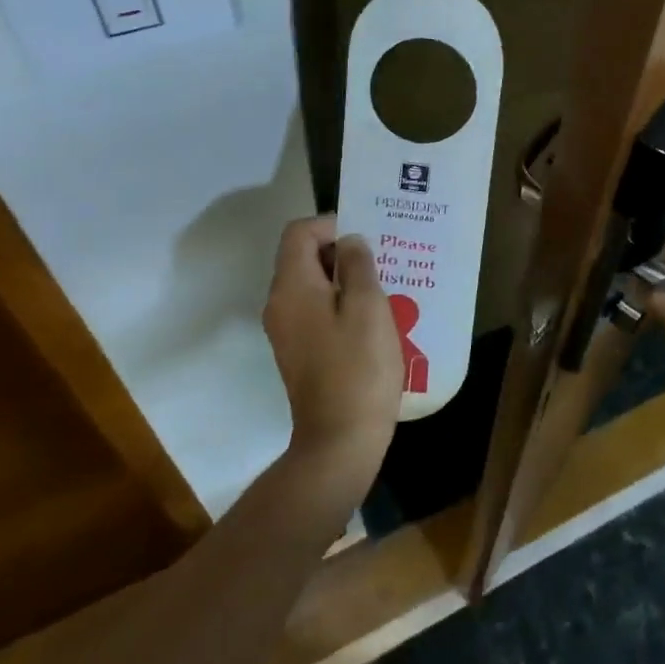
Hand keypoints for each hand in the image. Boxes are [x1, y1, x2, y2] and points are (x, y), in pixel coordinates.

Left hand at [262, 216, 403, 468]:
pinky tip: (373, 318)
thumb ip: (358, 265)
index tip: (367, 238)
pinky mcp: (299, 351)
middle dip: (342, 251)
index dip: (332, 224)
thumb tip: (349, 242)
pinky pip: (316, 310)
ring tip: (384, 286)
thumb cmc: (359, 367)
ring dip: (345, 278)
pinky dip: (340, 303)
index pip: (299, 233)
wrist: (341, 439)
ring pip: (312, 285)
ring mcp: (287, 331)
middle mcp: (280, 304)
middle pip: (303, 257)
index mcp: (292, 287)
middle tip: (383, 259)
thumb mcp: (368, 306)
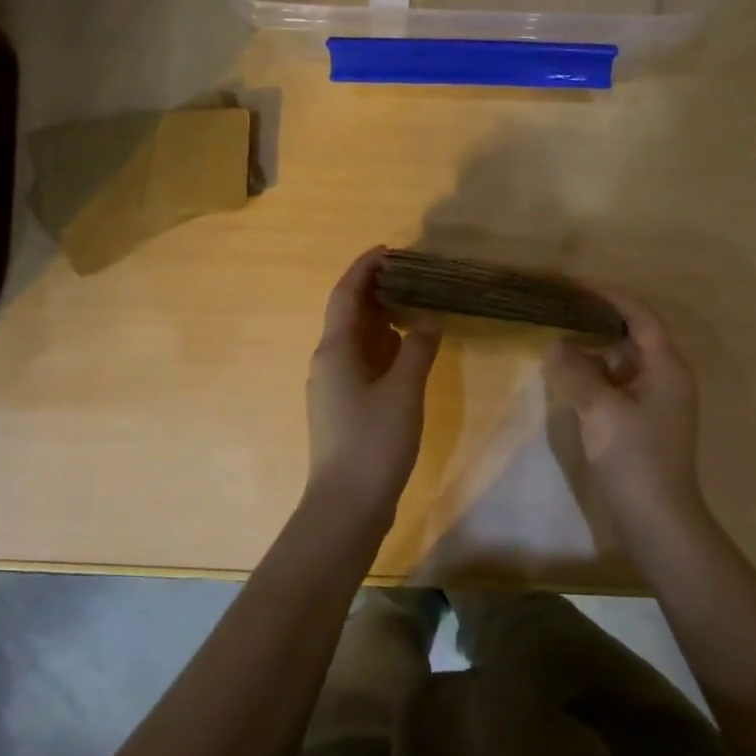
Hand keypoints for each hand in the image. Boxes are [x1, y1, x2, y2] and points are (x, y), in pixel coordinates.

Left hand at [305, 248, 441, 517]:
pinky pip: (363, 363)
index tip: (390, 249)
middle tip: (412, 275)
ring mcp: (334, 387)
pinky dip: (384, 347)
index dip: (364, 268)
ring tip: (415, 304)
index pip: (346, 294)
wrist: (347, 505)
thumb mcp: (403, 391)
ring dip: (381, 319)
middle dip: (376, 290)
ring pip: (357, 340)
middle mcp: (328, 362)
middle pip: (349, 314)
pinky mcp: (344, 408)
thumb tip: (428, 319)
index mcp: (335, 350)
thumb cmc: (374, 442)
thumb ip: (418, 349)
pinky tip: (408, 350)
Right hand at [544, 288, 708, 536]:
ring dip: (591, 350)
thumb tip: (554, 345)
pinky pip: (616, 385)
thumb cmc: (635, 459)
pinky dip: (593, 376)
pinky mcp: (641, 422)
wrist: (658, 521)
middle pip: (630, 335)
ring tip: (555, 338)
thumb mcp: (601, 410)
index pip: (639, 315)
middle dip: (595, 320)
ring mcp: (654, 401)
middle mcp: (665, 376)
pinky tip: (566, 377)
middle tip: (557, 309)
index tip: (572, 283)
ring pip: (621, 362)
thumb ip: (576, 372)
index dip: (608, 295)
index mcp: (666, 366)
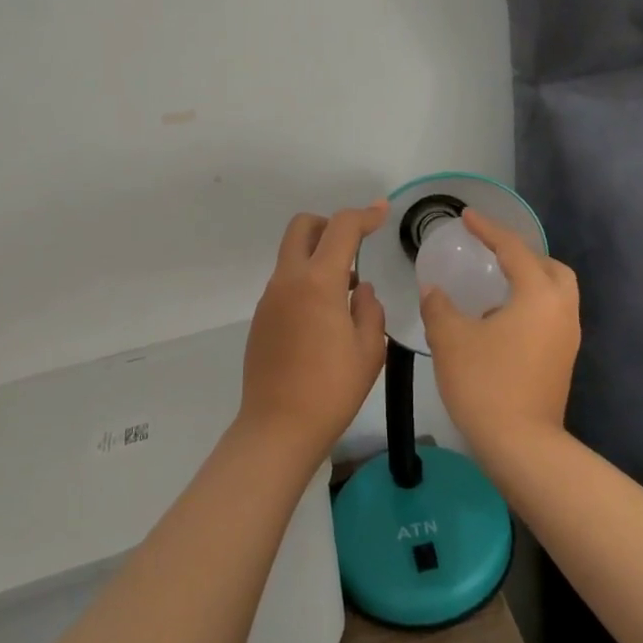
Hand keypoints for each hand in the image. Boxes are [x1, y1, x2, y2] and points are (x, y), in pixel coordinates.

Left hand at [239, 202, 389, 461]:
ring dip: (317, 255)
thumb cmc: (331, 390)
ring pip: (291, 254)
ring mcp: (270, 298)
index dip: (364, 215)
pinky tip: (323, 317)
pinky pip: (285, 281)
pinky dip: (305, 280)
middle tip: (353, 247)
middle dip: (330, 225)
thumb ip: (370, 310)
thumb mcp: (369, 351)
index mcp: (319, 282)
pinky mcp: (261, 318)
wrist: (277, 429)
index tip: (382, 212)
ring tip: (346, 291)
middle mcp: (289, 280)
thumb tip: (361, 291)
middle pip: (303, 226)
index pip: (341, 228)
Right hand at [421, 208, 579, 459]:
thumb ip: (439, 307)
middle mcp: (561, 309)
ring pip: (555, 292)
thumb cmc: (486, 384)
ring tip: (494, 285)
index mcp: (538, 295)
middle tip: (491, 252)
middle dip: (521, 254)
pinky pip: (550, 315)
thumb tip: (434, 291)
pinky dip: (530, 305)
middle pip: (549, 267)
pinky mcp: (563, 360)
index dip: (488, 229)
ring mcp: (567, 337)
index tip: (467, 216)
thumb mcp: (451, 339)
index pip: (513, 249)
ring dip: (528, 280)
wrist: (522, 447)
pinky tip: (499, 321)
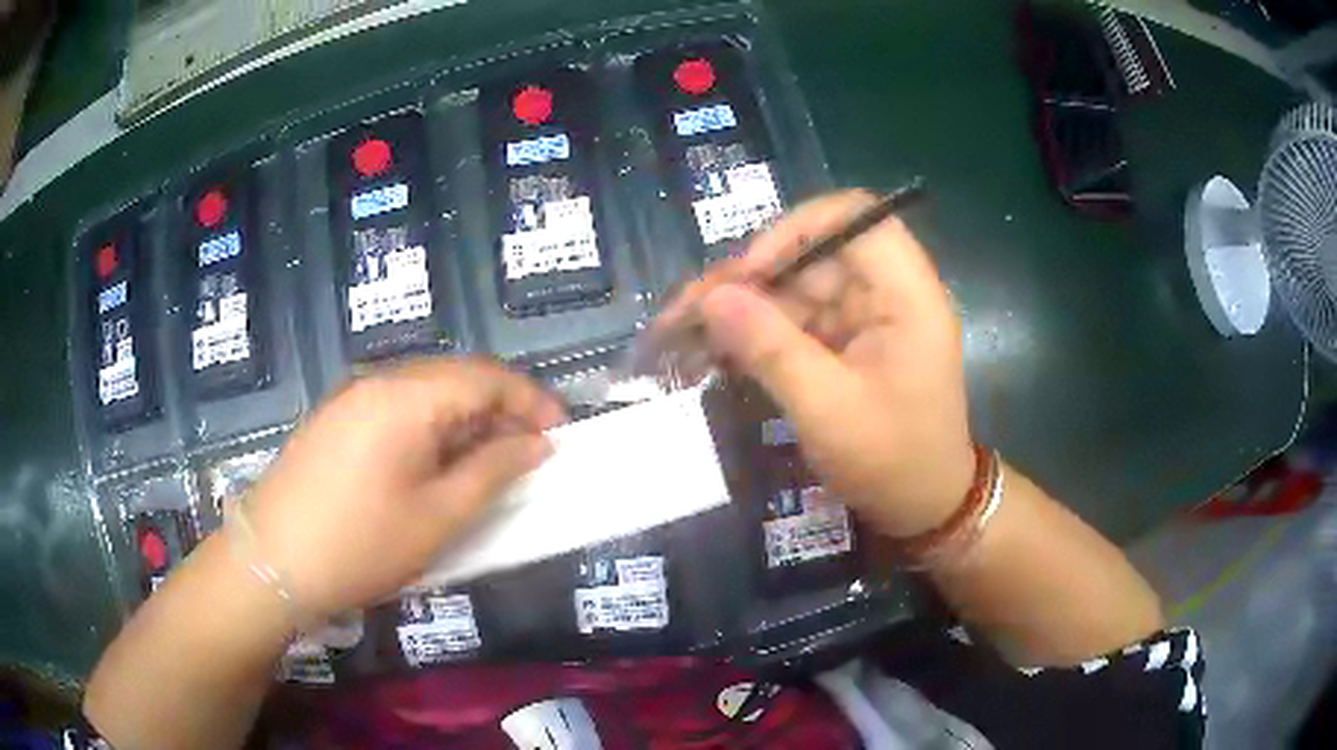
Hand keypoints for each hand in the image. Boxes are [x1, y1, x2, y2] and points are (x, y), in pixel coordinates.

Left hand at [245, 357, 565, 616]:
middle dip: (500, 409)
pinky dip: (430, 429)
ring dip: (464, 420)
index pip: (485, 377)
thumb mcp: (438, 517)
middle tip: (528, 452)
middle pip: (454, 377)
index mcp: (407, 397)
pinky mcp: (335, 420)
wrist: (272, 561)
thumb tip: (537, 444)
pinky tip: (434, 466)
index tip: (561, 432)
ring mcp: (351, 399)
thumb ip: (493, 472)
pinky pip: (396, 409)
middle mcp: (378, 382)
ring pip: (425, 393)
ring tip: (488, 464)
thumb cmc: (361, 543)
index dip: (530, 400)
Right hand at [656, 190, 974, 537]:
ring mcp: (867, 317)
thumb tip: (712, 296)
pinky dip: (757, 335)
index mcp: (906, 294)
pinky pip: (797, 321)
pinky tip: (713, 352)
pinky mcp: (849, 341)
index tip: (748, 272)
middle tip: (686, 314)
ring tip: (683, 335)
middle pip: (812, 255)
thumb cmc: (892, 462)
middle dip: (748, 280)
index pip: (854, 217)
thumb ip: (770, 348)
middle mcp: (888, 292)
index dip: (795, 231)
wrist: (924, 508)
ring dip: (742, 310)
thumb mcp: (827, 409)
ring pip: (796, 289)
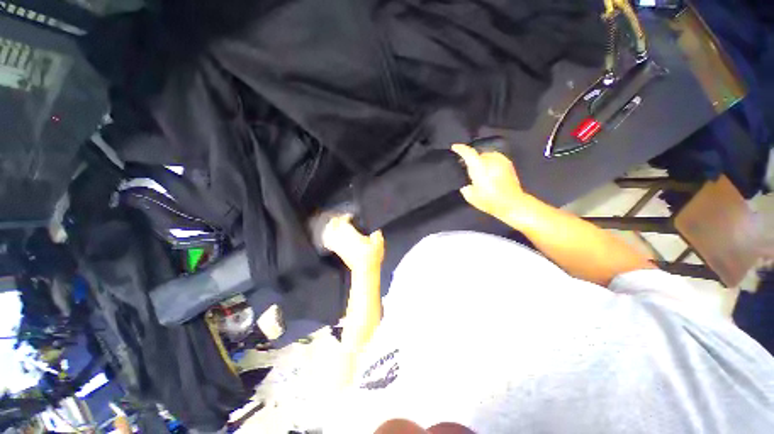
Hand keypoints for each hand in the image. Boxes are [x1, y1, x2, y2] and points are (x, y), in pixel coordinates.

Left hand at [323, 214, 384, 272]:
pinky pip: (329, 243)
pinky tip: (329, 237)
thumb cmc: (372, 256)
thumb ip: (376, 235)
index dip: (345, 217)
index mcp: (352, 234)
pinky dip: (327, 238)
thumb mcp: (379, 243)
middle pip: (333, 226)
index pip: (344, 221)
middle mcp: (343, 238)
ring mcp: (339, 246)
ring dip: (330, 228)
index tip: (350, 216)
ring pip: (329, 233)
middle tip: (340, 218)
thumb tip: (375, 232)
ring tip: (333, 224)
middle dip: (336, 221)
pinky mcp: (338, 252)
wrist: (365, 270)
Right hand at [452, 143, 531, 221]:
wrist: (512, 203)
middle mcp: (491, 160)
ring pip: (487, 156)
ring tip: (480, 171)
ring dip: (482, 161)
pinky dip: (490, 162)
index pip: (468, 153)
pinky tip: (490, 172)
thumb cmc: (490, 200)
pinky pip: (496, 159)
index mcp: (480, 167)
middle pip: (478, 154)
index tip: (455, 147)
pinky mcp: (508, 164)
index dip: (460, 149)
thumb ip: (465, 185)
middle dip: (472, 160)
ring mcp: (501, 161)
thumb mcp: (470, 196)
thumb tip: (464, 181)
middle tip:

++++++++++++++++++++

◆ **What the exercise asks**
Only one part of the listing is wanted: the lines from the one containing "thumb tip: (361, 291)" through the one containing "thumb tip: (537, 444)", both included. Please transcribe it exactly, leaving out the pictures.

◆ **Response for this exercise**
thumb tip: (361, 291)
middle pip: (303, 226)
index pip: (341, 228)
Right hand at [421, 208, 579, 459]:
thumb ip: (439, 307)
middle mcp: (561, 309)
ring pip: (555, 292)
thumb cmc: (486, 384)
ring tip: (494, 285)
index mcp: (538, 295)
middle tip: (491, 252)
middle dip: (521, 254)
pinky pip: (550, 315)
thumb tip: (434, 291)
pinky dip: (530, 305)
middle pip: (549, 267)
pinky mcp: (563, 360)
index dip: (488, 229)
ring mcp: (567, 337)
index tip: (467, 216)
thumb mcp: (451, 339)
index pip: (513, 249)
ring dip: (528, 280)
wrist: (522, 447)
pinky tip: (499, 321)
Hand keypoints for each hand in the image. Boxes are [x1, y1, x2, y2] and points are (x, y), in pixel coordinates.

Left hand at [245, 357, 565, 616]:
middle dip: (500, 409)
pinky dip: (430, 429)
ring dip: (464, 420)
index pip: (485, 377)
thumb mcp: (438, 517)
middle tip: (528, 452)
middle pip: (454, 377)
index mcp: (407, 397)
pinky mcp: (335, 420)
wrist: (272, 561)
thumb tip: (537, 444)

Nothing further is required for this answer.